H. It was generally feared on the West Coast that the latent hostility toward persons of Japanese ancestry might produce civil disorder and local violence.
6. A responsible military commander must guard against probable dangers and possible dangers, and not alone against dangers certain to develop, to the extent that his available forces permit.

7. Mass evacuation of all persons of Japanese ancestry would eliminate the danger of their engaging in sabotage and espionage in aid of invasion by the Japanese Army and Navy, at the price of compelling 112,000 people to remain away from their homes during the period of invasion, without seriously disrupting war production in the evacuated area.

Considering these propositions cumulatively the Government took the position that the responsible military commander could reasonably and honestly have decided, in the spring and summer of 1942, that such mass evacuation was a military necessity. A majority of the Supreme Court agreed with this view and sustained the constitutionality of the evacuation in its decision in the Korematsu case.5

A thoughtful person considering the argument thus far presented will still entertain some unanswered questions. In the first place, was this not an evacuation of an entire racial group because of their racial difference, and if so, how can it be constitutional for the Government to sanction race prejudice and race hate with a mass evacuation? The Government admitted in its briefs in the Supreme Court that unless the fact of racial difference can be shown to have a special effect on the military problem, the evacuation of a racial minority merely because of that racial difference would violate the constitutional rights of the evacuees. The argument summarized above, however, indicates that the persons of Japanese ancestry were involved in a total complex of circumstances that created a danger of sabotage and espionage in aid of an invading Japanese Army. It was, therefore, military necessity, and not the racial difference, that created the constitutional power to evacuate.

This leads to another question: Why was there no mass evacuation from Hawaii where persons of Japanese ancestry bulked so much larger in the total population, and does not the failure to evacuate from Hawaii cast doubt on the argument of military necessity?

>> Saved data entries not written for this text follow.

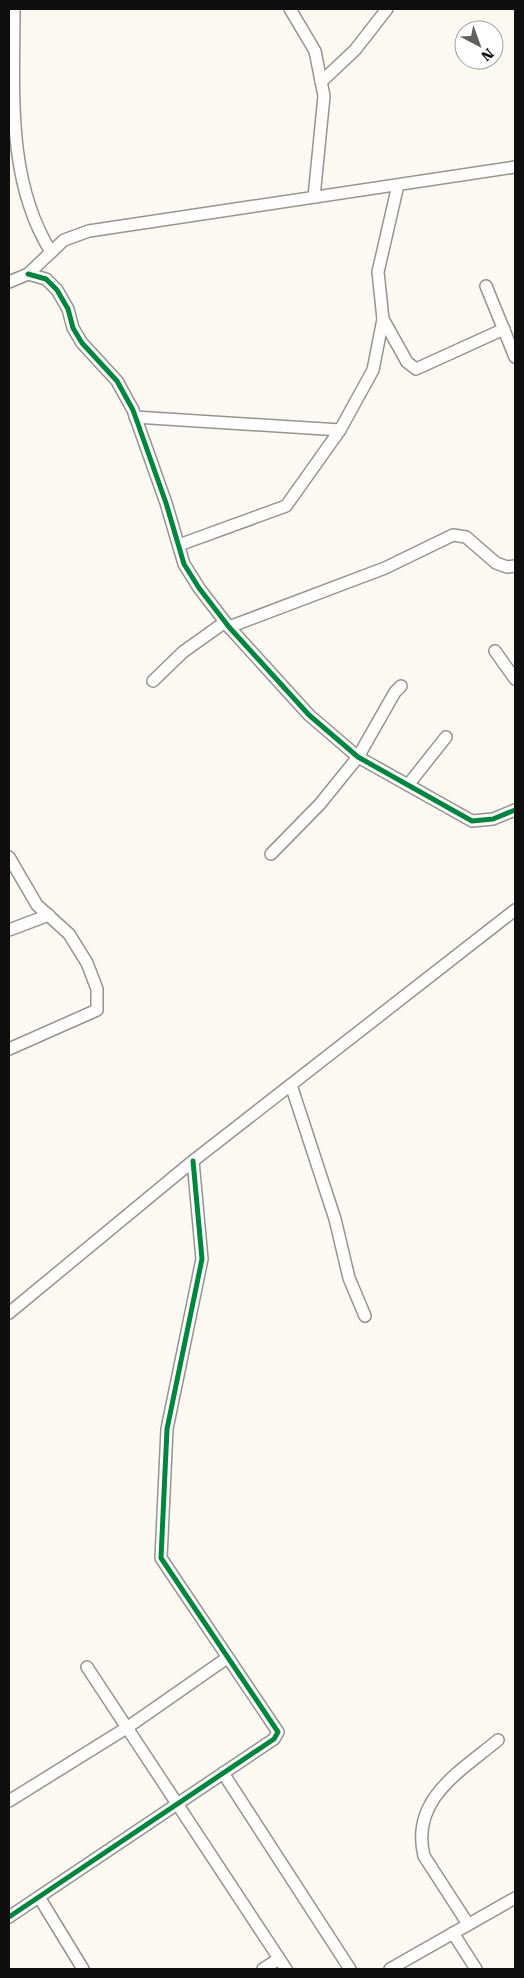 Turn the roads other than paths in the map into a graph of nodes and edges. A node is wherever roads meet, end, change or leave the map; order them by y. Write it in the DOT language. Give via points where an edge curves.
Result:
graph roads {
  1 [pos="14,9"];
  2 [pos="290,9"];
  3 [pos="387,9"];
  4 [pos="321,82"];
  5 [pos="515,167"];
  6 [pos="398,185"];
  7 [pos="314,198"];
  8 [pos="51,252"];
  9 [pos="28,274"];
  10 [pos="9,282"];
  11 [pos="486,286"];
  12 [pos="383,319"];
  13 [pos="504,329"];
  14 [pos="515,357"];
  15 [pos="135,417"];
  16 [pos="340,430"];
  17 [pos="178,544"];
  18 [pos="515,566"];
  19 [pos="227,625"];
  20 [pos="495,651"];
  21 [pos="515,679"];
  22 [pos="153,681"];
  23 [pos="401,686"];
  24 [pos="446,737"];
  25 [pos="358,757"];
  26 [pos="408,785"];
  27 [pos="515,810"];
  28 [pos="271,854"];
  29 [pos="9,857"];
  30 [pos="515,910"];
  31 [pos="49,915"];
  32 [pos="9,930"];
  33 [pos="9,1049"];
  34 [pos="291,1085"];
  35 [pos="193,1161"];
  36 [pos="9,1313"];
  37 [pos="365,1316"];
  38 [pos="227,1658"];
  39 [pos="87,1667"];
  40 [pos="128,1727"];
  41 [pos="498,1740"];
  42 [pos="223,1773"];
  43 [pos="9,1801"];
  44 [pos="178,1806"];
  45 [pos="40,1897"];
  46 [pos="515,1898"];
  47 [pos="9,1917"];
  48 [pos="468,1924"];
  49 [pos="453,1933"];
  50 [pos="279,1959"];
  51 [pos="408,1959"];
  52 [pos="83,1969"];
  53 [pos="263,1969"];
  54 [pos="286,1969"];
  55 [pos="350,1969"];
  56 [pos="390,1969"];
  57 [pos="415,1969"];
  58 [pos="476,1969"];
  1 -- 8 [label="street" via="14,128 26,193 39,234"];
  2 -- 4 [label="street" via="315,51"];
  3 -- 4 [label="street" via="355,50"];
  4 -- 7 [label="street" via="324,96"];
  5 -- 6 [label="street"];
  6 -- 7 [label="street"];
  6 -- 12 [label="street" via="378,272"];
  7 -- 8 [label="street" via="89,231 64,240"];
  8 -- 9 [label="street"];
  9 -- 10 [label="street"];
  9 -- 15 [label="street" via="46,279 57,290 82,343 117,381"];
  11 -- 13 [label="street"];
  12 -- 13 [label="street" via="407,362 416,369"];
  12 -- 16 [label="street" via="373,370"];
  13 -- 14 [label="street"];
  15 -- 16 [label="street"];
  15 -- 17 [label="street"];
  16 -- 17 [label="street" via="286,506"];
  17 -- 19 [label="street" via="189,572"];
  18 -- 19 [label="street" via="496,563 466,537 453,535 385,568"];
  19 -- 22 [label="street" via="183,652"];
  19 -- 25 [label="street" via="309,715"];
  20 -- 21 [label="street"];
  23 -- 25 [label="street"];
  24 -- 26 [label="street"];
  25 -- 26 [label="street"];
  25 -- 28 [label="street" via="320,804"];
  26 -- 27 [label="street" via="472,821 493,819"];
  29 -- 31 [label="street" via="36,906"];
  30 -- 34 [label="street"];
  31 -- 32 [label="street"];
  31 -- 33 [label="street" via="69,934 87,963 97,989 97,1010"];
  34 -- 35 [label="street"];
  34 -- 37 [label="street" via="335,1219 349,1278"];
  35 -- 36 [label="street"];
  35 -- 38 [label="street" via="202,1259 167,1429 161,1558"];
  38 -- 40 [label="street"];
  38 -- 42 [label="street" via="278,1732 274,1739"];
  39 -- 40 [label="street"];
  40 -- 43 [label="street"];
  40 -- 44 [label="street"];
  41 -- 48 [label="street" via="438,1791 425,1813 422,1829 424,1856"];
  42 -- 44 [label="street"];
  42 -- 55 [label="street"];
  44 -- 45 [label="street"];
  44 -- 50 [label="street"];
  45 -- 47 [label="street"];
  45 -- 52 [label="street"];
  46 -- 48 [label="street"];
  48 -- 49 [label="street"];
  49 -- 51 [label="street"];
  49 -- 58 [label="street"];
  50 -- 53 [label="street"];
  50 -- 54 [label="street"];
  51 -- 56 [label="street"];
  51 -- 57 [label="street"];
}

A sufficient answer may lie in the fact that the whole of Hawaii was placed under martial law. The Army had thus gone farther in Hawaii to guard against sabotage and espionage than it was prepared to go on the West Coast of the Mainland, and the declaration of martial law may well have made the expedient of evacuation of part of the population unnecessary. Further, a commanding general must consider the price he will have to pay for each protective measure he may wish to undertake. The price in reduced war production on the West Coast of the United States would be small; that price in Hawaii would be disproportionately large. The danger may therefore well have been considered sufficient to justify the decision to evacuate on the West Coast while relying on the defenses of martial law in Hawaii.

Why, then, were not Germans and Italians evacuated from the Pacific Coast -- or from the East Coast as well? Here, again, the commanding general needs always to consider the balance of forces and factors. It was the Japanese Army, and not the German or Italian, that threatened invasion of the West Coast. No army was considered at any time during the war seriously to threaten an invasion of the East Coast. The size of the population to be evacuated, if Germans and Italians were to be evacuated would, also, make the protective measure more costly and hazardous than the anticipated danger.

These are the considerations which the Government and the Court needed to weigh when considering the constitutionality of evacuation. Every citizen must likewise weigh them. Where unwise governmental action is advocated, it is important that it be challenged and defeated, or repudiated if already performed, on the ground that it is unwise, and through regular democratic processes. To condemn an unwise action by denying its constitutionality is to run the risk of weakening the National Government so that it may become incapable of taking similar action under circumstances where everyone may agree it has become wise.

This, of course, is not to say that all those who advocated the mass evacuation were animated by considerations of military necessity. Many advocated it because they were blinded by race hate and many for petty, selfish reasons. Also, many were easier to convince of the military necessity because racial prejudice had prepared their minds to believe the worst. Part of the price of prejudice which a democracy must always pay is the power of prejudice to blind the democracy to what the facts of necessity may be and to the courses of action that may be open to it.

These, at any rate, were the arguments that led WRA, and the Federal Government as a whole, to assert the constitutionality of evacuation. This position makes irrelevant the fact that none of the evacuees were charged with crime or were given trials or hearings. The ground of evacuation was not individual guilt but the necessity for mass evacuation to guard against potential danger from a possible minority, the members of which could not be readily identified.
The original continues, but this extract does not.